Let’s investigate whether there are differences in some of the responses between countries. But before we do so we need to revisit some basic hypothesis testing. At the core is the understanding that there is some underlying population statistic (for instance the difference between the average firearm death rates in 2001 and 2021), but all we observe is a sample statistics. What hypothesis testing does is that it uses the sample information to help us judge on some hypothesis regarding the true underlying (unknown!) population statistic.

Let’s create a sample statistic. We shall compare the violent crime rates (vcrime.pc) in 2001 to that in 2021

test_data_2001 <- merge_data %>% 
  filter(Year == 2001)    # pick 2001

mean_2001 <- mean(test_data_2001$vcrime.pc)

test_data_2021 <- merge_data %>% 
  filter(Year == 2021)       # pick 2021

mean_2021 <- mean(test_data_2021$vcrime.pc)

sample_diff <- mean_2021 - mean_2001

So we can see that the sample difference is -54.1107799, hence the average violent crime rate across the states has gone down.

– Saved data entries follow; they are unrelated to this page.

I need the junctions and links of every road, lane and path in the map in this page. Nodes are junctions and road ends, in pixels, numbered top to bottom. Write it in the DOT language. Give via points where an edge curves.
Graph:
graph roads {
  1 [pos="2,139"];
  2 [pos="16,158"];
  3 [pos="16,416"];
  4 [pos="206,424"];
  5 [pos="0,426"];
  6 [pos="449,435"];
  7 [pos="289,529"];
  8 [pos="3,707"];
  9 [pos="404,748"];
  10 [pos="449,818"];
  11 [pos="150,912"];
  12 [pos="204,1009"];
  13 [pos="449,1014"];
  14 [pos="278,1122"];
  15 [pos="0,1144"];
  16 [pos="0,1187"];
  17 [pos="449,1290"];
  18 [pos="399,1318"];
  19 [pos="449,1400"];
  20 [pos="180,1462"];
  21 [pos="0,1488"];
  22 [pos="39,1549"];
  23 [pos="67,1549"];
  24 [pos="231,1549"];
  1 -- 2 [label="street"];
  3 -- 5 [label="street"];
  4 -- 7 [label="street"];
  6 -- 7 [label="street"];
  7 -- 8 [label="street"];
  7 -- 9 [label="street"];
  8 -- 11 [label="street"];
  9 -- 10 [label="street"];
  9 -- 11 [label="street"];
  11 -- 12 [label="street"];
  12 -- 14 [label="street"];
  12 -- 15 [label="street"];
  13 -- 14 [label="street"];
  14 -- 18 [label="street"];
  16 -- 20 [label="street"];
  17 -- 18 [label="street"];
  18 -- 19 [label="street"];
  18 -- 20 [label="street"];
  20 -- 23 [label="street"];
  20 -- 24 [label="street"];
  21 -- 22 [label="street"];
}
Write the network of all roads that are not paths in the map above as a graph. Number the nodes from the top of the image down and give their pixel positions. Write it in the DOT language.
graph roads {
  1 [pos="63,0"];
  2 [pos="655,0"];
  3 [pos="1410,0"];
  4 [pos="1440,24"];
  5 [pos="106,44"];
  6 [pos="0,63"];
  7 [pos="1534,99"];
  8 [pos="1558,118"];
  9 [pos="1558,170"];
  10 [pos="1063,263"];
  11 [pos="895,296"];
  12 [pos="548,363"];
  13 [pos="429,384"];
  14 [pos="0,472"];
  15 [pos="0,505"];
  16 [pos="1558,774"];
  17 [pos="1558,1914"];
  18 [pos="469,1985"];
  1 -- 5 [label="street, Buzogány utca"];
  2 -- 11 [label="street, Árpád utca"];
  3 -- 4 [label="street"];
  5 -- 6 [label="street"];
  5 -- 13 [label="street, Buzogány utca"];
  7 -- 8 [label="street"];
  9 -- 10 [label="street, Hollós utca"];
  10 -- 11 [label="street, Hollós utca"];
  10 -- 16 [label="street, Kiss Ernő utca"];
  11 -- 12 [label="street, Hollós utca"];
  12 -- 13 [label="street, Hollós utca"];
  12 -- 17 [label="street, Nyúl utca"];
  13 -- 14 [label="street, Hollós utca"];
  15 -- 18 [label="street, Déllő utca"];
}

There is the proof, 2021 is safer than 2001. Or is it? The outcomes we observe are the result of many random processes. Random processes that determine whether a crime happens or not and randomness in the reporting of crime.

Just because in 2021 the average is below 2001 does not necessarily mean that the U.S is safer in 2021. In a different state of the world we would have received a different statistic. Is this difference perhaps just the chance of some chance variation? It is to answer this question that we perform hypothesis tests.

In order to perform a hypothesis test we first formulate a null hypothesis. Here that the difference in population means (mu) is equal to 0 using the t.test function.

t.test(test_data_2021$vcrime.pc,test_data_2001$vcrime.pc, mu=0)  # testing that mu = 0
## 
##  Welch Two Sample t-test
## 
## data:  test_data_2021$vcrime.pc and test_data_2001$vcrime.pc
## t = -1.5375, df = 94.887, p-value = 0.1275
## alternative hypothesis: true difference in means is not equal to 0
## 95 percent confidence interval:
##  -123.98112   15.75956
## sample estimates:
## mean of x mean of y 
##  370.2264  424.3372

How can we use this information to evaluate our initial null hypothesis. To judge this we need to know what random distribution the sample test statistic follows (if the null hypothesis was true). In this case this is an approximate normal distribution. The p-value then then tells us how likely it is to get a result like the one we got (a difference of -54 or larger) if the null hypothesis was true (i.e. the true population means were the same). Here the p-value is 0.1275. This implies that we judge there to be a probability of more than 10% that we could have received that difference or larger if the two means were actually the same.

What about the difference between 2021 and 2001?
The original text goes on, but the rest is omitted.